Huerta Grande y La Falda: falsas salidas

Quizás haya escuchado hablar, en boca de algún burócrata sindical que se pinta de combativo o (lamentablemente) de algún activista de izquierda, de los “gloriosos programas de Huerta Grande y La Falda”. ¿Qué fueron? Son documentos firmados en 1957 y 1962, considerados los más “radicalizados” del peronismo sindical. Fueron creados en plenarios de la CGT Córdoba y las 62 Organizaciones (sindicatos peronistas).

Si los vemos de cerca, ahí solo vamos a encontrar más y más reformismo y nacionalismo. Lo que nos dicen es que no hay que terminar con el capitalismo, sino “liberar” la nación. Como si el problema no fuera la lucha entre obreros y capitalistas, sino entre Imperio y Colonia. Así, llaman a abrazarse con alguna parte de la burguesía argentina: industriales y burgueses débiles del interior.

¿Qué proponen? Por un lado, el control estatal del comercio exterior y la diversificación de los mercados, apuntando a la integración con América. Es un reclamo de la burguesía más débil (o sea, la que tiene menor productividad) que quiere protección frente a las importaciones y vender en un mercado donde pueda competir, como el latinoamericano. El peronismo ya lo había aplicado con el IAPI, justamente para transferir plata a esta burguesía. El resultado: el despilfarro del fruto de nuestro trabajo, que siempre va a los patrones independientemente de su bandera.

Otra propuesta era elevar los salarios y el consumo, y el desarrollo de la industria liviana y pesada. También nacionalizar las fuentes naturales de energía e integrar a las economías regionales. Además, proponen la nacionalización de los frigoríficos extranjeros, y una reforma agraria, repartiendo tierras y estableciendo cooperativas agrarias lo cual supone una defensa de la burguesía agraria más pequeña. También se habla de la “justicia social”: control obrero de la producción y distribución de la riqueza nacional, participación en la dirección de las empresas privadas y públicas, un salario mínimo, vital y móvil, entre otras.

El problema es que esos reclamos obreros son considerados “conciliables” con los intereses de la burguesía nacional. En ningún momento se pone en cuestión la explotación, sino que se busca hacerla (apenitas) más tolerable. Justamente, la misma burguesía que “nos liberaría”, busca siempre aumentar la tasa de explotación. En definitiva, son ideas que parten de la ilusión de que el capitalismo argentino puede mejorar las condiciones de vida de los trabajadores y la burguesía nacional tiene un interés en ello, y no en aumentar la tasa de explotación. Es decir, que algo de ello podría lograrse manteniendo estas relaciones sociales. El llamado “capitalismo en serio” o “con rostro humano”.
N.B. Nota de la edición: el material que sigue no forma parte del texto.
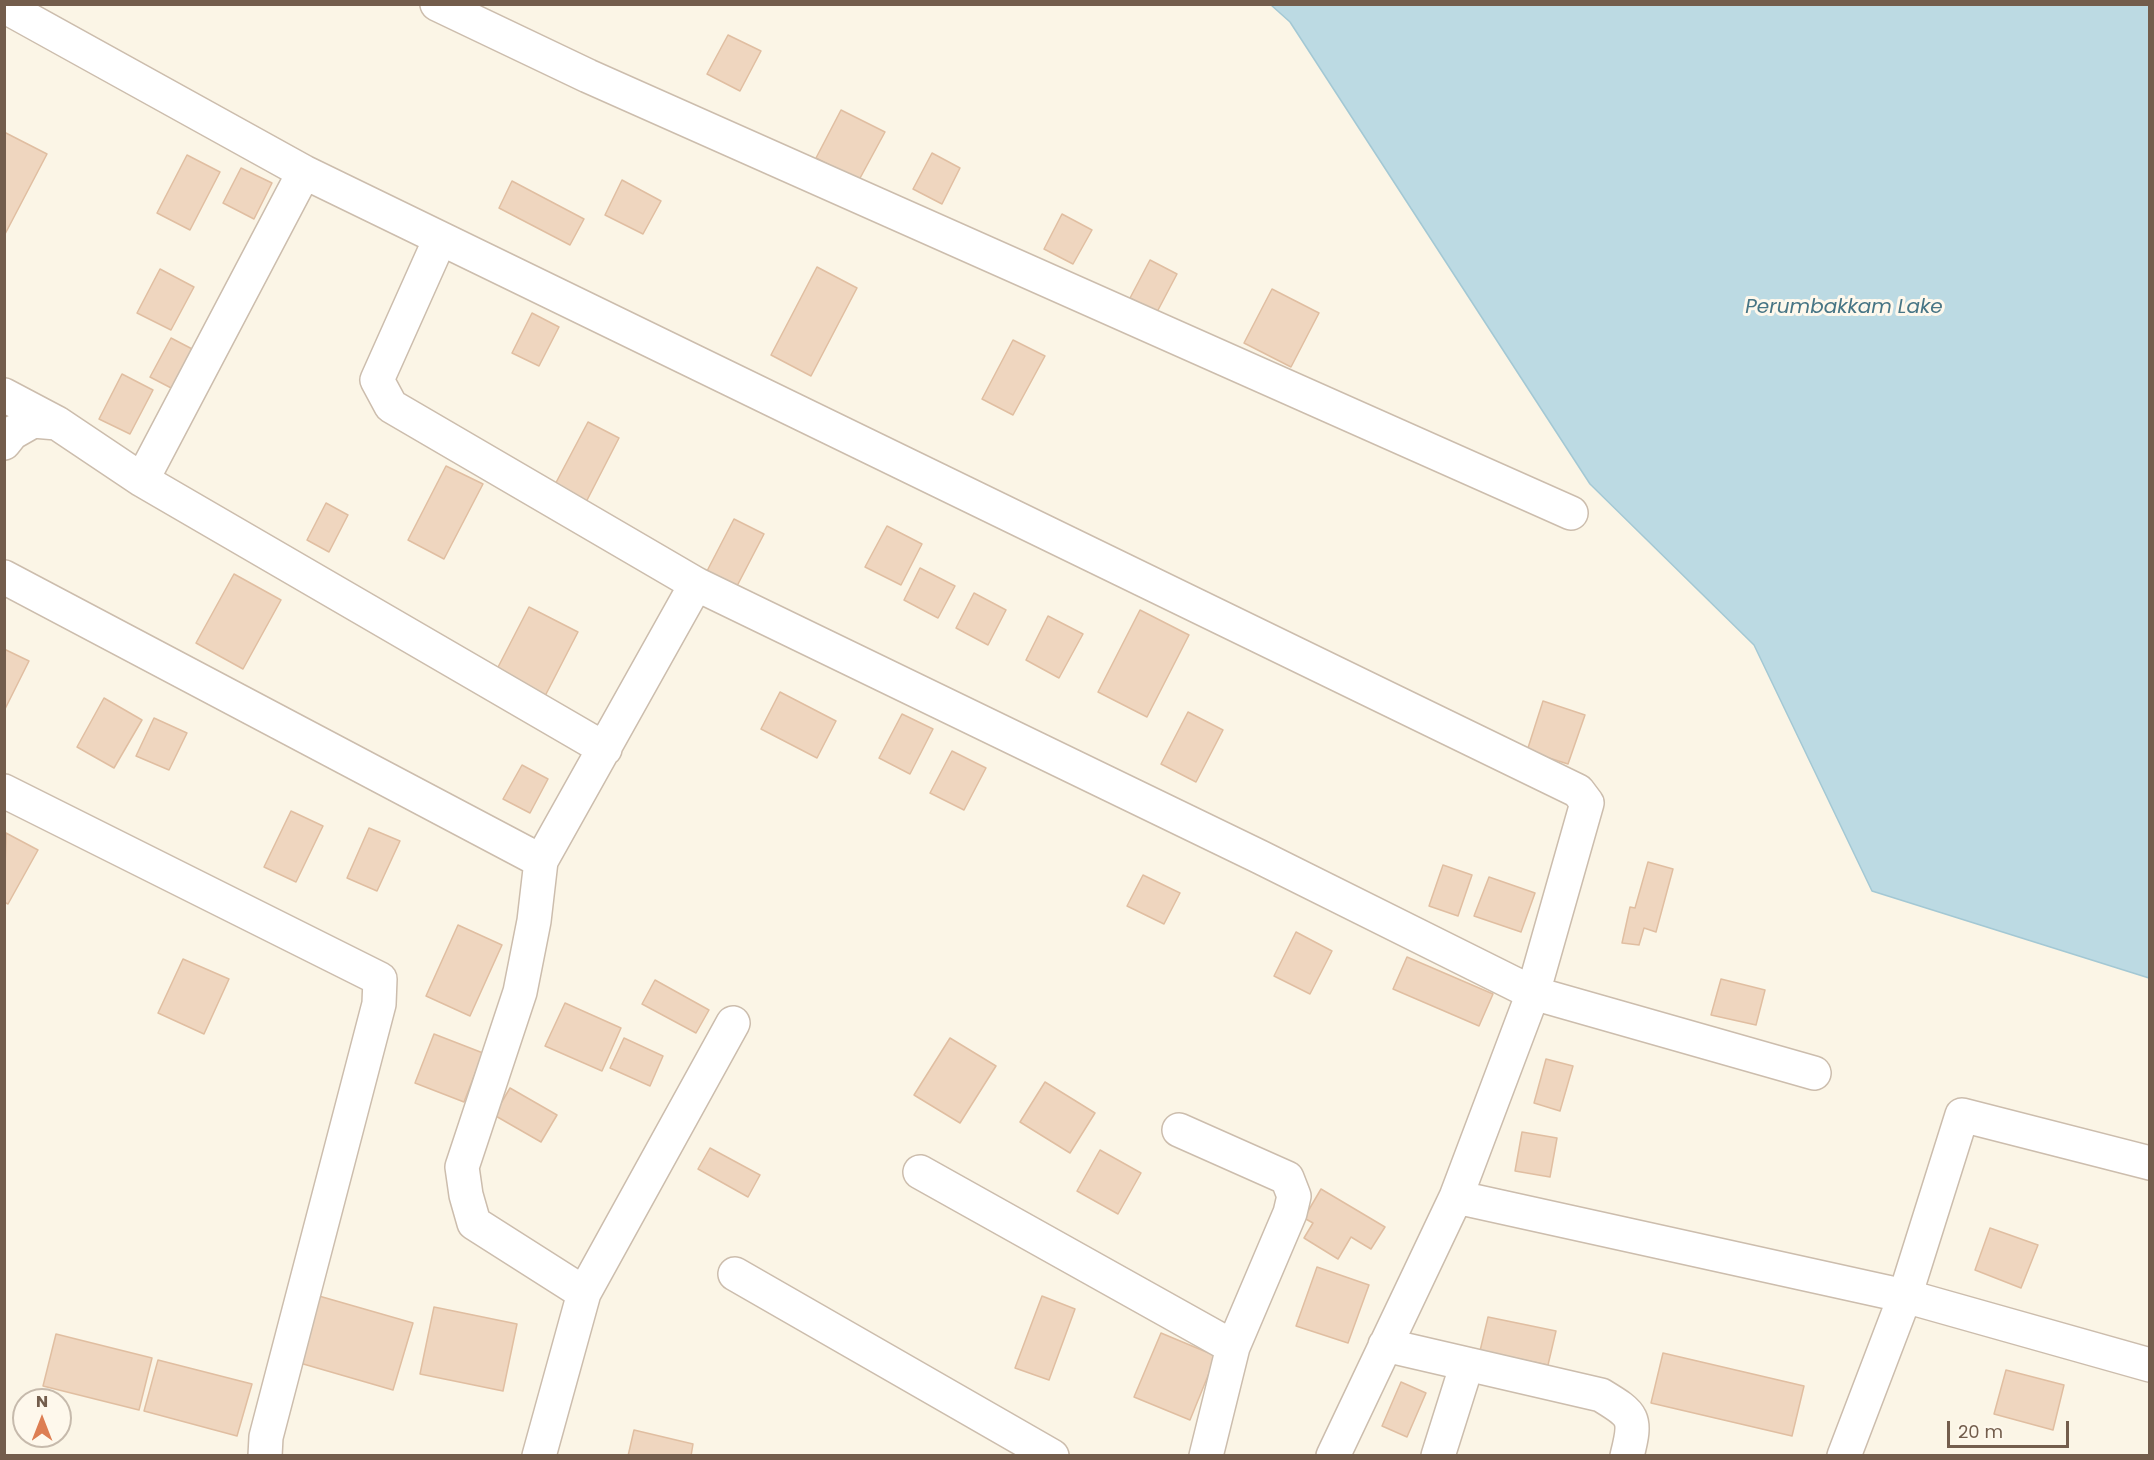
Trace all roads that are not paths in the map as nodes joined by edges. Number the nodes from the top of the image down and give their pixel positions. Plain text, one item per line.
1 (438, 4) edge
2 (4, 6) edge
3 (304, 172) junction
4 (440, 239) junction
5 (4, 395) edge
6 (57, 423) junction
7 (4, 443) edge
8 (142, 480) junction
9 (1571, 513) dead end
10 (4, 578) edge
11 (696, 584) junction
12 (605, 749) junction
13 (4, 791) edge
14 (541, 861) junction
15 (1533, 993) junction
16 (733, 1023) dead end
17 (1814, 1073) dead end
18 (1179, 1130) dead end
19 (2150, 1163) edge
20 (920, 1172) dead end
21 (1456, 1197) junction
22 (735, 1274) dead end
23 (584, 1293) junction
24 (1905, 1296) junction
25 (1385, 1346) junction
26 (1233, 1347) junction
27 (1467, 1364) junction
28 (2150, 1365) edge
29 (265, 1455) edge
30 (539, 1455) edge
31 (1052, 1455) edge
32 (1206, 1455) edge
33 (1333, 1455) edge
34 (1438, 1455) edge
35 (1627, 1455) edge
36 (1844, 1455) edge

1 - 9 street
2 - 3 street
3 - 4 street
3 - 8 street
4 - 11 street
4 - 15 street
5 - 6 street
6 - 7 street
6 - 8 street
8 - 12 street
10 - 14 street
11 - 12 street
11 - 15 street
12 - 14 street
13 - 29 street
14 - 23 street
15 - 17 street
15 - 21 street
16 - 23 street
18 - 26 street
19 - 24 street
20 - 26 street
21 - 24 street
21 - 25 street
22 - 31 street
23 - 30 street
24 - 28 street
24 - 36 street
25 - 27 street
25 - 33 street
26 - 32 street
27 - 34 street
27 - 35 street

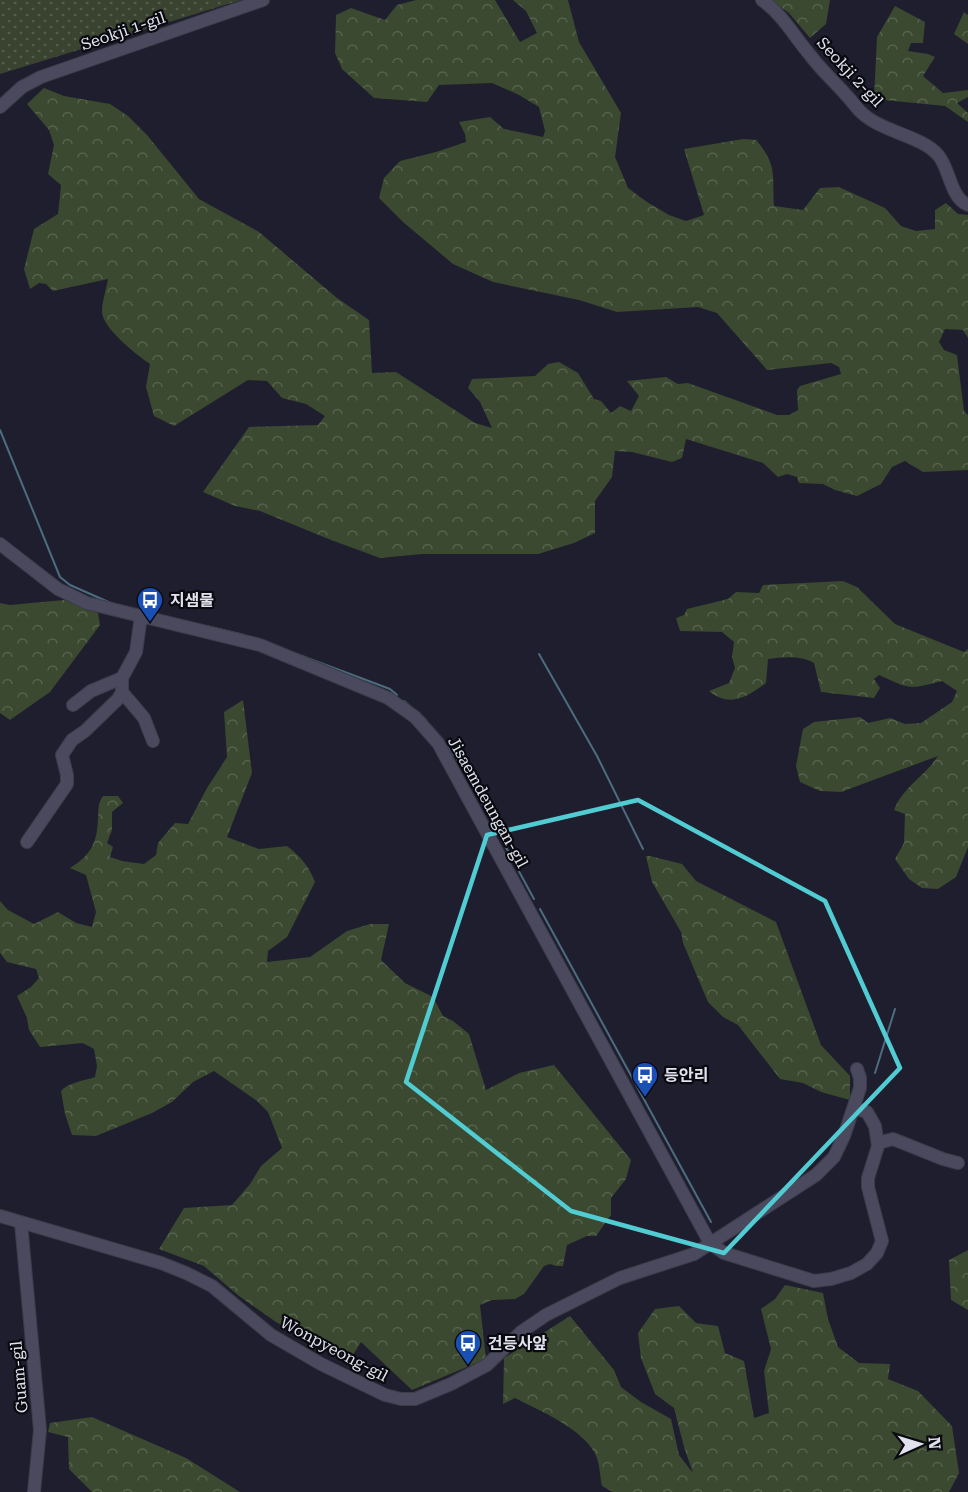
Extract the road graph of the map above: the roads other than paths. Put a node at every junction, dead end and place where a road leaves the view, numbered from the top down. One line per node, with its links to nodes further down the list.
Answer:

Por otro lado, los programas en cuestión no proponen que la clase obrera tome el poder. Tan solo aspiran a elaborar un “gran plan político-económico-social” con participación de los trabajadores, contra los “sectores oligárquicos antinacionales” y sus “aliados extranjeros”. Pero, nuevamente, si los enemigos son la oligarquía antinacional y la burguesía extranjera, los aliados deben ser los capitales industriales nacionales y los agrarios chicos. Siempre, el horizonte es el capitalismo.

No importa cuán combativo se diga el sindicalismo peronista. En el mejor de los casos, produce salidas reformistas. Con el reformismo, la clase obrera no avanza en una trasformación social, sino solo mejorar algunas condiciones dentro de los límites de este sistema. Y siempre por poco tiempo, porque tarde o temprano la crisis llega y se ajustan nuestros cinturones. Por eso, cuando la Revolución amenazaba (como en los ’70), los mismos peronistas se pasaron abiertamente a las filas de la reacción.

“Pero, son nacionalistas”, podrá creer. Pero pensemos, ¿eso es algo bueno? Para nada. Es solo defender el interés de la burguesía argentina para conservar el dominio de la nación contra competidores de otros países. Pero la idea que debemos defender a una burguesía ineficiente porque eso traerá algún beneficio a los obreros es justamente lo que hay que combatir. La cuestión es bien sencilla: son ellos o nosotros.